Implicações de uma escrita realizada no calor do momento
Cena de Os Intolerantes, montagem em cartaz no Teatro I do Centro Cultural Banco do Brasil (Foto: Flavia Fafiães)
Os Intolerantes é uma peça que parece nascer de uma necessidade de escrever no calor da hora sobre acontecimentos bastante recentes. Os autores Carla Faour e Henrique Tavares (responsável pela direção) buscaram inspiração em fatos reais – as ações dos chamados justiceiros que, nos últimos meses, acorrentaram a postes pessoas acusadas de infrações. Ao longo do texto, outros acontecimentos, também referentes ao Brasil do presente ou do passado próximo, vêm à tona, como as manifestações populares agitadas pelas atuações de black blocs e a nostalgia em relação ao período em que o país era dominado por militares.
Os autores realçam o nonsense da realidade já na primeira metade, quando a peça se mostra mais atada a uma circunstância específica e concreta (um homem negro, acusado de roubar uma idosa, é acorrentado a um poste, atitude que gera polêmica entre os passantes), ao destacarem uma suposta impossibilidade dos personagens de se distanciarem do local. É como se estivessem quase que inexplicavelmente presos (sob a justificativa de que todos devem esperar pela chegada da polícia) a um espaço aberto. A partir de dado momento, porém, Faour e Tavares se afastam da estrutura realista – característica evidenciada pela transição na cenografia de José Dias, inicialmente composta por um poste e um banco – e transcendem, em algum grau, o plano do aqui/agora ao frisarem a perpetuação da lógica da exclusão ao longo do tempo.

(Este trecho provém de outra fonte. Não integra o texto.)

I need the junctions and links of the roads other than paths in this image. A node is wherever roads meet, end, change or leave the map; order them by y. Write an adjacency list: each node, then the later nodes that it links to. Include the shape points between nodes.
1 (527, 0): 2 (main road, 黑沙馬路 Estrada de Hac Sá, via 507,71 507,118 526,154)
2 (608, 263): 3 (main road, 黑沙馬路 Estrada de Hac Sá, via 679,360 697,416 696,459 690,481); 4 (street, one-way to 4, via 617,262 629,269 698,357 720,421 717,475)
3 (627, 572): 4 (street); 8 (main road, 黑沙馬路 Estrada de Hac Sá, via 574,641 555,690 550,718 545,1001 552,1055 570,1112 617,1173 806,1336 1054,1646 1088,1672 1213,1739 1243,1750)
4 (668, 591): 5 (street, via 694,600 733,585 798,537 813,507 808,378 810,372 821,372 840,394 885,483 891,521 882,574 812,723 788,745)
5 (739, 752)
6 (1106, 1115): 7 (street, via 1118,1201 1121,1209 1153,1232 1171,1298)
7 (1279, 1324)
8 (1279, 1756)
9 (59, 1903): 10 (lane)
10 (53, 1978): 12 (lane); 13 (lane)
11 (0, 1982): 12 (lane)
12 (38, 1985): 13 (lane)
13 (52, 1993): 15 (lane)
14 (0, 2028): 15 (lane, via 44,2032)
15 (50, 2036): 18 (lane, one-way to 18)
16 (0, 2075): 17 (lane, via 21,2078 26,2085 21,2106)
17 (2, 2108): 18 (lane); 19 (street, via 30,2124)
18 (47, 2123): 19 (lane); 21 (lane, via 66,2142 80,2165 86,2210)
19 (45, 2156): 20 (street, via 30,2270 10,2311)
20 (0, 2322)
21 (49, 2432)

De qualquer modo, talvez em decorrência da produção de uma escrita movida pela urgência, pelo desejo de capturar o instante, os personagens de Os Intolerantes resultam pouco multifacetados, na medida em que representantes de determinadas tomadas de posição no mundo (a idosa saudosa da ditadura, a militante, a mulher aristocrática). Esta limitação restringe os voos interpretativos do elenco. Ainda assim, Eder Martins de Souza demonstra intensidade e construção menos previsível do jovem acusado de furto.